Sometimes it starts small - a supplier “quickly” signed, a new hire brought on “to help”, a big discount offered to a customer without checking. Other times it’s more serious: money leaving the business account, assets being sold, or contracts being entered into that you never agreed to.
The tricky part is that even if you didn’t approve the decision, the business may still be legally bound by it, depending on the circumstances (including your business structure, what authority your partner had, and what the other party reasonably believed). That’s why it’s important to step in early, understand what authority your partner actually has, and take practical steps to protect your business.
Below, we’ll walk you through some of the most effective legal and practical steps for Australian small businesses when a co-owner (or co-director) is acting unilaterally. This article is general information only and isn’t a substitute for legal advice.
Why Your Partner Might Be Able To Act Without You (Even If It Feels Wrong)
Before you confront your partner or try to “undo” decisions, it helps to understand what gives them power to act in the first place. In many small businesses, partners can have authority to make decisions - sometimes more than you realise - especially when things haven’t been documented properly.
Step 1: Identify Your Business Structure
The legal position is different depending on whether you’re operating as:
- A partnership (common for two people operating together under a simple arrangement)
- A company (where you’re likely directors and shareholders)
- A trust structure (where a trustee controls decisions)
This matters because decision-making authority flows from different legal sources. For example:
- In a partnership, each partner may have authority to bind the partnership in the “usual” course of the partnership’s business, but there are limits and it depends on the facts.
- In a company, directors manage the company’s business, and decisions may be made by the board (directors) or by shareholders depending on what kind of decision it is.
Step 2: Look At The Documents That Control Decision-Making
If you’re in a company, your key “rules” usually come from:
- Your Company Constitution (or replaceable rules if you don’t have a constitution)
- Your Shareholders Agreement (if you have one)
- Board resolutions and shareholder resolutions
- Bank account authorities and delegated signing powers
If you’re in a partnership, your main “rule book” should be your partnership agreement. If you don’t have one, you may be relying on default partnership laws and informal understandings - which is where things can get messy quickly.
Step 3: Understand “Actual Authority” Vs “Apparent Authority”
Even if you never gave your partner permission, a third party (like a supplier) may assume your partner has authority to act if:
- they’ve acted as a decision-maker historically, and
- the business has allowed them to hold themselves out as having that power.

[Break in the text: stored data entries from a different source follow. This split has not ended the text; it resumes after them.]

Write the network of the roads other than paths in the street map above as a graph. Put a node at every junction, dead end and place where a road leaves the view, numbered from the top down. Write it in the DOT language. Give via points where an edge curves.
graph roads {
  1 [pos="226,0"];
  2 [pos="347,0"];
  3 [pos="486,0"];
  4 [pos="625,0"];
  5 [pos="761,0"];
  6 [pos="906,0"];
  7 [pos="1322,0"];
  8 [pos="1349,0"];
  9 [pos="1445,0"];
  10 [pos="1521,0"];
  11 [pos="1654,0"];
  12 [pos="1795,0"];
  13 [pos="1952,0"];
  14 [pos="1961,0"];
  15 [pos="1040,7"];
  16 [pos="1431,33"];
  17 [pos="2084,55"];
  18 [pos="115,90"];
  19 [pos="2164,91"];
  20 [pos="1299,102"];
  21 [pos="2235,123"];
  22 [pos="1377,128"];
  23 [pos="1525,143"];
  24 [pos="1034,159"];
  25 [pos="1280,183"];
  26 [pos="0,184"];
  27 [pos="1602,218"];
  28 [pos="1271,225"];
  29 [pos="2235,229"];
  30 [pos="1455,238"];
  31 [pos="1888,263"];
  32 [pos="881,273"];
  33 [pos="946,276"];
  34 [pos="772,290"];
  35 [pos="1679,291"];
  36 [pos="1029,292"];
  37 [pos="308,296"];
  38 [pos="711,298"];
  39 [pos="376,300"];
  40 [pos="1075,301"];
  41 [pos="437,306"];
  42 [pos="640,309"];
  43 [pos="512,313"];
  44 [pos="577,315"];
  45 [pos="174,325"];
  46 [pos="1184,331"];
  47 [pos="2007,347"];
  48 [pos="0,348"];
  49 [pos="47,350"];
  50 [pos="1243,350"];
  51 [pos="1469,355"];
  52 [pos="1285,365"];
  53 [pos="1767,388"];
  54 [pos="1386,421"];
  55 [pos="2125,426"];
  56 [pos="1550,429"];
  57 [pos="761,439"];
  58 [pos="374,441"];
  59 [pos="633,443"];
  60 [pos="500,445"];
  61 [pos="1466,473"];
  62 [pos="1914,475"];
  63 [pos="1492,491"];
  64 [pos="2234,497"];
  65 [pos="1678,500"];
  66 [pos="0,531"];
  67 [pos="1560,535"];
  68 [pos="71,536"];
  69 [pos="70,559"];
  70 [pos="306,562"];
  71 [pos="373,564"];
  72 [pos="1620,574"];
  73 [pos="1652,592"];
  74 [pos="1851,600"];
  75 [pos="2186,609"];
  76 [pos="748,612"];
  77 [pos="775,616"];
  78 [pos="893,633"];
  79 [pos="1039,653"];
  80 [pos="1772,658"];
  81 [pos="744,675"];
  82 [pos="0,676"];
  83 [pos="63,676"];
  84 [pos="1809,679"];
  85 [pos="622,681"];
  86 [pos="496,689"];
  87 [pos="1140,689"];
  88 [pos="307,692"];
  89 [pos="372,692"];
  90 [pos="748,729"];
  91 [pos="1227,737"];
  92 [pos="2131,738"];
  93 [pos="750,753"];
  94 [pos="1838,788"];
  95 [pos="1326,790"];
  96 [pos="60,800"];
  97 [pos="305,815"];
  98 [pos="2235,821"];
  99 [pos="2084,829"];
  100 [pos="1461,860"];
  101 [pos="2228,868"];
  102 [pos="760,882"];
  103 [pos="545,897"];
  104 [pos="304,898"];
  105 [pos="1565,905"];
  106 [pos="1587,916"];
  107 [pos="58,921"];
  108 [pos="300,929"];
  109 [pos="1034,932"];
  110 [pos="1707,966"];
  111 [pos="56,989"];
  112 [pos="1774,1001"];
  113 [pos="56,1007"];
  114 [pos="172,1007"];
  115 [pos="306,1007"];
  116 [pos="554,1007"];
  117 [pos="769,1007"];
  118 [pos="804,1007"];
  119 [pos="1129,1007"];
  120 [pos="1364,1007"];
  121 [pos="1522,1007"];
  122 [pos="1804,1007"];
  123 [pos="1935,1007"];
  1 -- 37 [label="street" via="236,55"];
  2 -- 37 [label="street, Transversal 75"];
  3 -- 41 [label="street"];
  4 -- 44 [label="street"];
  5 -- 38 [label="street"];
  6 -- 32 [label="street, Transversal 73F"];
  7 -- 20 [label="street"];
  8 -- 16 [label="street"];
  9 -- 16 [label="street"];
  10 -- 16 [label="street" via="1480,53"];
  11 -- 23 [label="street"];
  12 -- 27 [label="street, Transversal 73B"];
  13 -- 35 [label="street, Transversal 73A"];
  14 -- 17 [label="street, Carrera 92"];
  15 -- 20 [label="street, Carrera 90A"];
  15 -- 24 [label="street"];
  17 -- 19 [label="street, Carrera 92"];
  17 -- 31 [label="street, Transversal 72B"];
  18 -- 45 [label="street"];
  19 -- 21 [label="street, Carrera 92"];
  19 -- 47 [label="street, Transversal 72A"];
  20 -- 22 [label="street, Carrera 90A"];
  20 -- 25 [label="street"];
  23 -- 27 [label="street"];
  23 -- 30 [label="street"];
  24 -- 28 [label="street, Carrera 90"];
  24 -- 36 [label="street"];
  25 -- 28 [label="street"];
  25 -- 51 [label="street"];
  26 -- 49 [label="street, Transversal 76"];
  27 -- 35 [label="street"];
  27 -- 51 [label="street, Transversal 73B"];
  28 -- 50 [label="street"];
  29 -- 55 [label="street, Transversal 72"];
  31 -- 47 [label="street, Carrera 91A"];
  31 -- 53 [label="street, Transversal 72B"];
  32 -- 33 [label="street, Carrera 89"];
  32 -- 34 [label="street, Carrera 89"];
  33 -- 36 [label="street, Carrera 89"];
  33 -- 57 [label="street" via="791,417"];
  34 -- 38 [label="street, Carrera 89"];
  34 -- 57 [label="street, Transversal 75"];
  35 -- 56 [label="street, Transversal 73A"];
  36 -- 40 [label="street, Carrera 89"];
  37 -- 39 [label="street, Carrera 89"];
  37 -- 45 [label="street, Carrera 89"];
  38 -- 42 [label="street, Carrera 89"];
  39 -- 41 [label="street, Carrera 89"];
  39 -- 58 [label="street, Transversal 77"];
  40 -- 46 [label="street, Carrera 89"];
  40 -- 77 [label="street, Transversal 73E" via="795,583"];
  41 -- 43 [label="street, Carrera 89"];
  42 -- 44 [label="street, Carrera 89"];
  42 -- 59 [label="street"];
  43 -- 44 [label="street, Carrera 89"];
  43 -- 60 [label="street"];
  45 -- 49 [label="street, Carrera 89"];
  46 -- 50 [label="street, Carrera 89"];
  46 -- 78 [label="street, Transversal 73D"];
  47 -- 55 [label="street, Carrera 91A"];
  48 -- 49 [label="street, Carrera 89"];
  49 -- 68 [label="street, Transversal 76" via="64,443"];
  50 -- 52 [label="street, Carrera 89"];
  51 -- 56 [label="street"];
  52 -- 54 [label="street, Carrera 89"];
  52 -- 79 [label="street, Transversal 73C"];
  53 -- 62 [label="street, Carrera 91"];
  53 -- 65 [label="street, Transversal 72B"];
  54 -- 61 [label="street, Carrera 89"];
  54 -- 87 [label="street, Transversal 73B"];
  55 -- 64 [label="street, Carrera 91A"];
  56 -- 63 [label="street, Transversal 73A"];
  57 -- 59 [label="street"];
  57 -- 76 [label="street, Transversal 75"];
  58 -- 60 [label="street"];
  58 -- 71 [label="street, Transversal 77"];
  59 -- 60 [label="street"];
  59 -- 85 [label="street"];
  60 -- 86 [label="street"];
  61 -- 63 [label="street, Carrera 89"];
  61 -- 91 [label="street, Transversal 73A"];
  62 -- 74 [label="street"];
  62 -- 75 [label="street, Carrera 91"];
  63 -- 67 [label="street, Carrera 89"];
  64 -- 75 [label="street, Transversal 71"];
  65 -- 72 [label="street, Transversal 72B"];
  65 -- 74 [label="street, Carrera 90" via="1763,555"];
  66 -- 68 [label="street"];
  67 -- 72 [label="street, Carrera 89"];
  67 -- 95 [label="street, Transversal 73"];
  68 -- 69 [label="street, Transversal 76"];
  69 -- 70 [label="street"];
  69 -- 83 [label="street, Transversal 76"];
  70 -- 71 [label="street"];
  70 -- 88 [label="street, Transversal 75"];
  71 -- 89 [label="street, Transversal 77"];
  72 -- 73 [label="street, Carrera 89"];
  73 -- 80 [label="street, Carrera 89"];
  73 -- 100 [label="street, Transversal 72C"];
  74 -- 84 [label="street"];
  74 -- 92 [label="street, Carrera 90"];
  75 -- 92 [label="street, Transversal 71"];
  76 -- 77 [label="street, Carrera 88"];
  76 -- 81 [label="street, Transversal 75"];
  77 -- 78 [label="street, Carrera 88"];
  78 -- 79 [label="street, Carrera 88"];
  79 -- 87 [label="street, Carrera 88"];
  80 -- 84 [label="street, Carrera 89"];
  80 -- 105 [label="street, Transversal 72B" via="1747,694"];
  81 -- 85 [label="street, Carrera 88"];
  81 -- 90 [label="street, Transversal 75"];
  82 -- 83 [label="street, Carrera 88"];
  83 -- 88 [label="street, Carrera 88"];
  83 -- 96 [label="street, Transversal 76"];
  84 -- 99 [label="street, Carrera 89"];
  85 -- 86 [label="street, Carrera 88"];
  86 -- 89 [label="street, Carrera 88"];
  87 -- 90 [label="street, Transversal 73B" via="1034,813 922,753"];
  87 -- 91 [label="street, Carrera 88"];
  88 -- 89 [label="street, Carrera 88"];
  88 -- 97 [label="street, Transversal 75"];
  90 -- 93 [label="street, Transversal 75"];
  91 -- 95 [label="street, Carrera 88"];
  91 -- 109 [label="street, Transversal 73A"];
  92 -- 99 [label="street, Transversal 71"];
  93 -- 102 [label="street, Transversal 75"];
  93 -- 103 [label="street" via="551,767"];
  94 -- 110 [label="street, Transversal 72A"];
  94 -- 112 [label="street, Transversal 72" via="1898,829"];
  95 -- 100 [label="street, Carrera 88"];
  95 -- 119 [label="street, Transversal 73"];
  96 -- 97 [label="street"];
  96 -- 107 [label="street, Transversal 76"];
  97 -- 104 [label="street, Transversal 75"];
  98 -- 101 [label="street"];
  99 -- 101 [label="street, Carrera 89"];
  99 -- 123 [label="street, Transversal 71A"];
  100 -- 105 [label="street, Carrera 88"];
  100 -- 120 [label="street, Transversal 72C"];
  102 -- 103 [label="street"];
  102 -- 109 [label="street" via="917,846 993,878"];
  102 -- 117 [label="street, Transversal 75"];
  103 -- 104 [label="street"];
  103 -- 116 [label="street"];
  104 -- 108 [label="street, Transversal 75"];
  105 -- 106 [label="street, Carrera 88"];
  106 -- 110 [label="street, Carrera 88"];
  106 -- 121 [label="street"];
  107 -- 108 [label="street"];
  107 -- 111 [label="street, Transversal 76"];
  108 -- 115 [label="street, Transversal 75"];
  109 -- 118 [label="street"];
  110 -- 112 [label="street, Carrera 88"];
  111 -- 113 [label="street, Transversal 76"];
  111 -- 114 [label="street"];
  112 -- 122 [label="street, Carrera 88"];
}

This is why “we didn’t agree internally” doesn’t always get you out of a contract externally. Often, you need to manage both:
- internal governance (how decisions are made between you and your partner), and
- external risk (what the business is exposed to with customers, suppliers, lenders and regulators).
Immediate Practical Steps To Stop Unauthorised Decisions (Without Blowing Up The Business)
If you’re concerned your business partner is making decisions without you and the situation is escalating, you’ll usually want to act quickly - but carefully. The goal is to stop further damage while keeping your options open.
1. Get Clear On What Has Actually Happened
Start by gathering facts. It’s hard to resolve a dispute if it’s based on assumptions or partial information.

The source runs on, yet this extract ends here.